The world of security products is often self-contained in its own technological bubble. I believe that’s because of some cultural issues in the security sector. Up to this point, most security tools have been created for IT and IT security teams, and they are almost entirely defensive in their function. These tools were created from the vantage point of the IT person: they’re focused on the infrastructure and systems that IT people know, and they are built such that IT people are comfortable configuring them. It’s a technology bubble.
But hackers don’t care about the things an IT person knows about, and they don’t think the way an IT person thinks. They don’t really care if the pathway to their objective is within the organization’s main systems, or through some inactive and forgotten asset, or through a third-party holding the organization’s data. They’re just looking for that easy win.
Operating Outside of the Prevailing Security Technology Bubble
For the last 30 years, organizations have been trying to defend themselves from the inside out with a “guard the castle” approach that’s only become more fragmented and less effective with each new wave of threats and defensive tools. Organizations will never be secured solely by internal defensive strategies and tools, no matter how many they use or how great their budget.
At CyCognito, we are approaching enterprise security from an operational point of view, an entirely different perspective from the “guard the castle” view that shapes every other security product. Much of what we do is more closely related to mass-scale search engines and analytics engines than to security. It’s a unique and inherently operational approach conducted on a massive scale that is far removed from how most security tools are developed and operate.

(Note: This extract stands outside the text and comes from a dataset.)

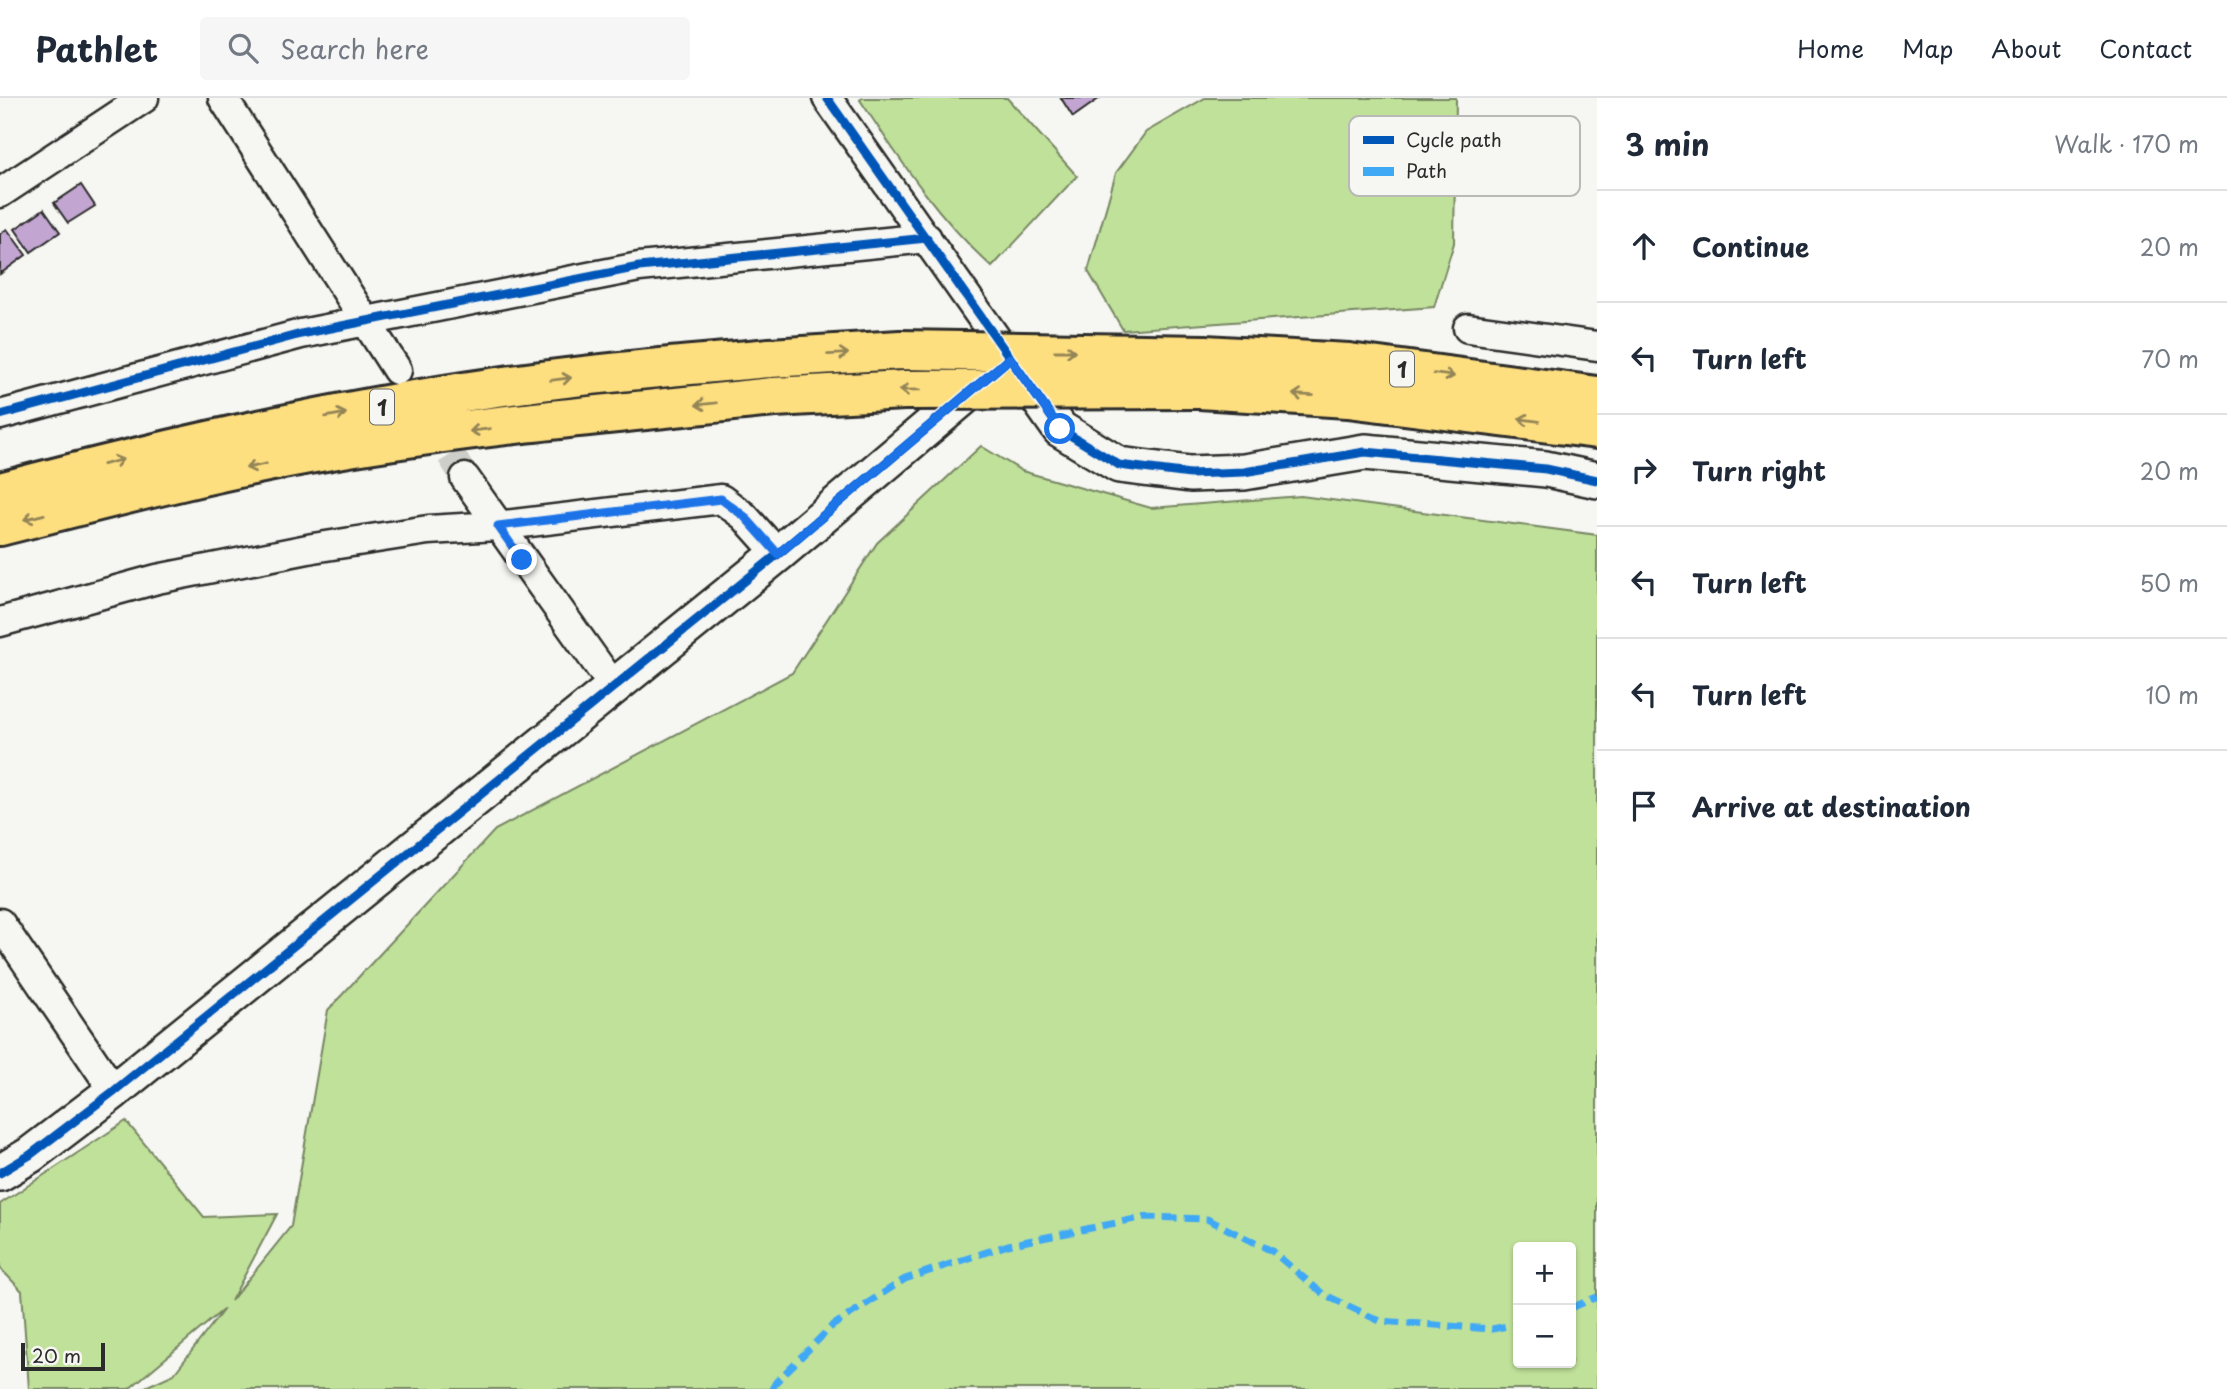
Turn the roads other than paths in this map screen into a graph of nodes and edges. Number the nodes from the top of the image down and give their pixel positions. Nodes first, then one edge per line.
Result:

Instead of looking at an organization as a functional IT system, we start with an external perspective and think about an organization as a constellation of vastly distributed, often undiscovered or unmonitored targets. An organization’s threat-scape is something spread across the broad expanse of the internet.
The Hacker Doesn’t Use an IT Lens
Rob Gurzeev first approached me in 2016 with the idea of evaluating an organization’s attack vectors through the same sort of lens that attackers use, and I was immediately interested. Proactively, methodically and automatically discovering the sorts of exposures that attackers hope to find when probing a target was an intriguing new approach to enterprise security, and true “uncharted territory”. Using the latest large-scale data science techniques to analyze and prioritize those attack vectors would be a satisfying challenge to tackle. I signed on, and today CyCognito is charting a new category of solution, one that puts the power of nation-state-scale reconnaissance into the hands of security professionals.

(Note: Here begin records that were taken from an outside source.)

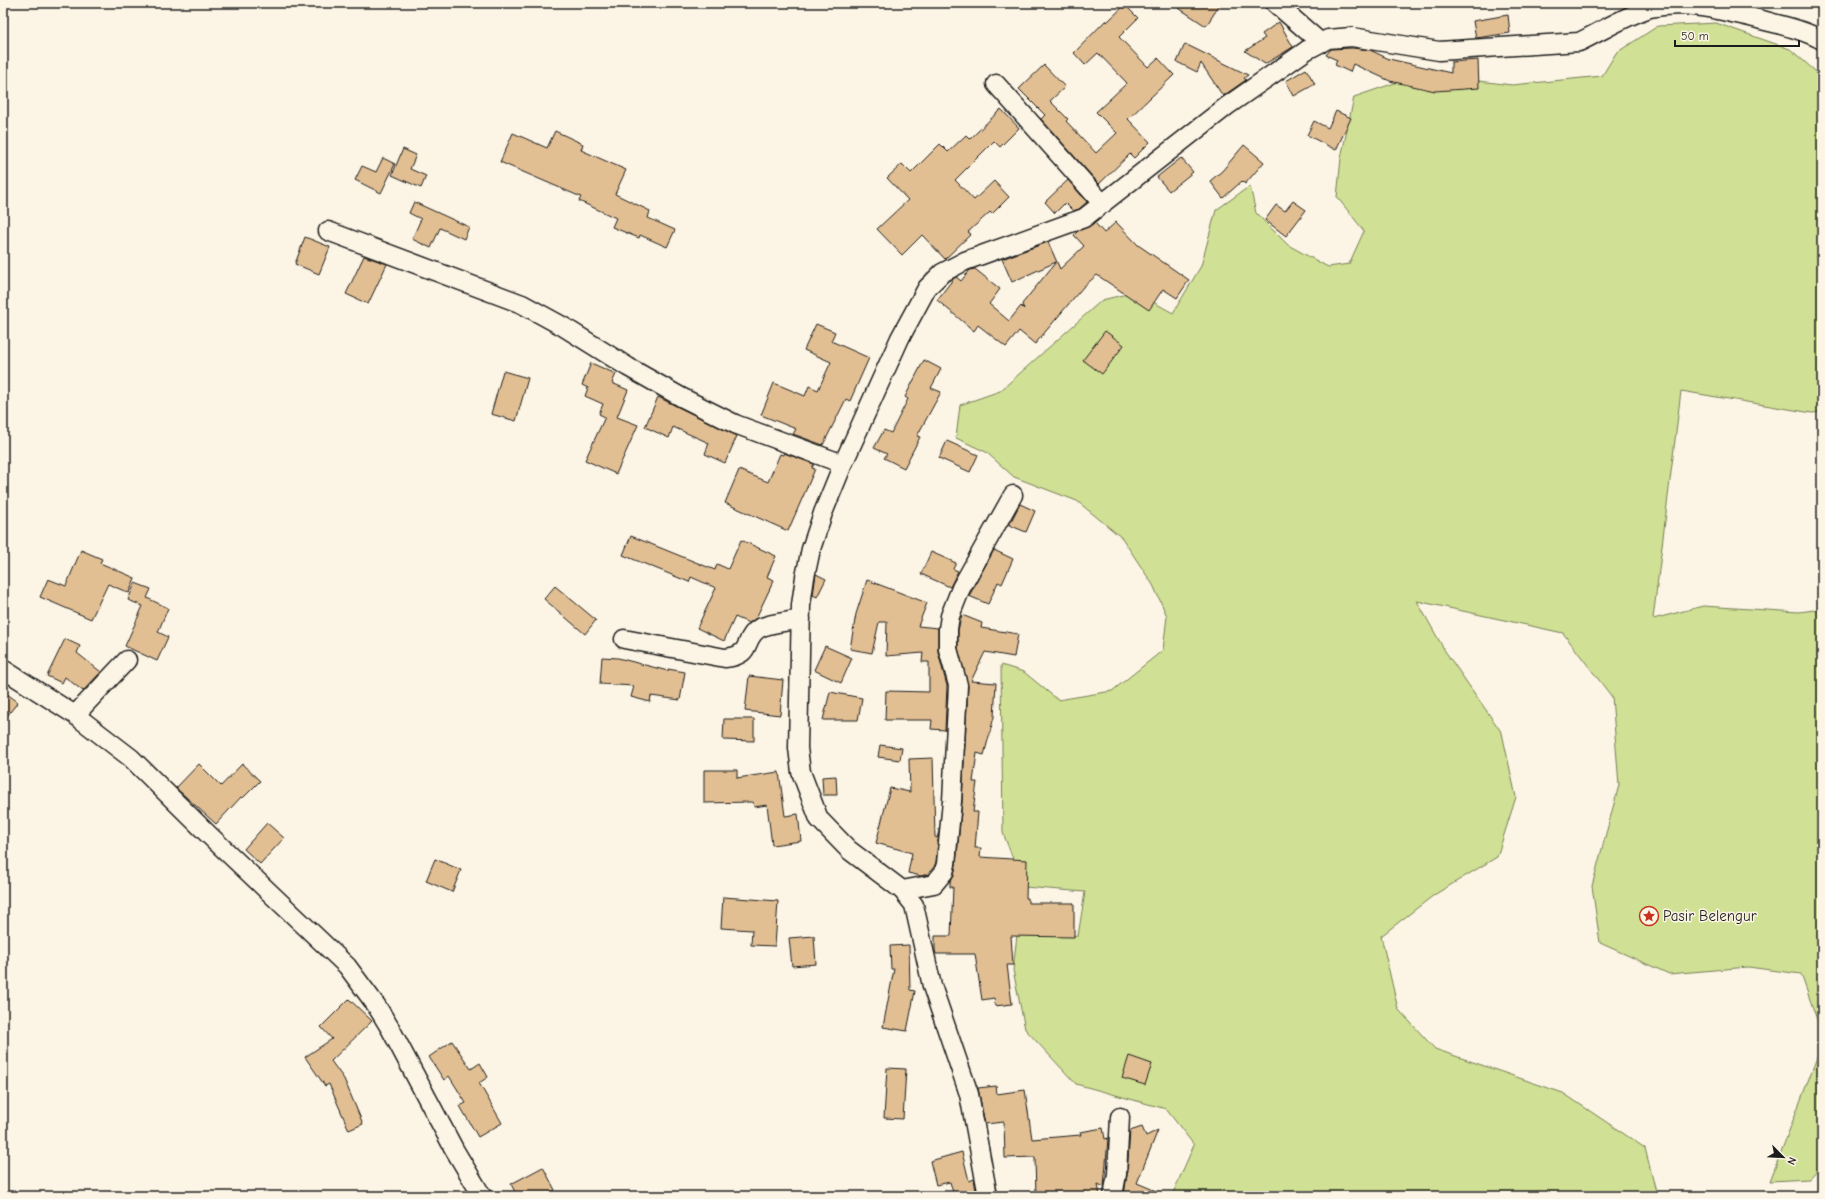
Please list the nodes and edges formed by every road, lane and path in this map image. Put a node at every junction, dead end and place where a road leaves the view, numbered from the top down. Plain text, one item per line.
1 (1275, 3) edge
2 (1822, 40) edge
3 (1321, 43) junction
4 (996, 84) dead end
5 (1103, 204) junction
6 (328, 232) dead end
7 (843, 464) junction
8 (1013, 494) dead end
9 (801, 619) junction
10 (624, 639) dead end
11 (127, 660) dead end
12 (3, 669) edge
13 (76, 715) junction
14 (902, 890) junction
15 (1120, 1117) dead end
16 (482, 1196) edge
17 (988, 1196) edge
18 (1113, 1196) edge

1 - 3 street
2 - 3 street
3 - 5 street
4 - 5 street
5 - 7 street
6 - 7 street
7 - 9 street
8 - 14 street
9 - 10 street
9 - 14 street
11 - 13 street
12 - 13 street
13 - 16 street
14 - 17 street
15 - 18 street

What Will a Hacker Find When They Start Poking Around?
We started to think about architecting our solution based on the perspective: If you’re somewhere “inside” the internet and you point a flashlight in the direction of the company you’re targeting, what do you see?
Similarly, the CyCognito platform looks for those first points of exposure that attackers will encounter when they set their sights on an organization. That’s our unique approach.
As a commercial security offering, the CyCognito platform operates at unprecedented scale. It covers a lot of ground – the whole internet – to give customers accurate, actionable, high-quality data. Helping the world’s largest companies find the far-from-obvious assets in their IT ecosystem means rigorously scouring all across the internet, identifying connections between assets that are not clearly or traditionally related. The kind of connections that, when discovered by sophisticated attackers who are poking around, provide an open conduit into the customer’s data.
Advanced Cybersecurity Analytics Cut Through the Clutter
It’s important to understand both how an attacker will view an intended target as well as how the business itself values its assets. This business classification or context is an integral aspect of security that security and IT people rarely discuss or effectively take into consideration.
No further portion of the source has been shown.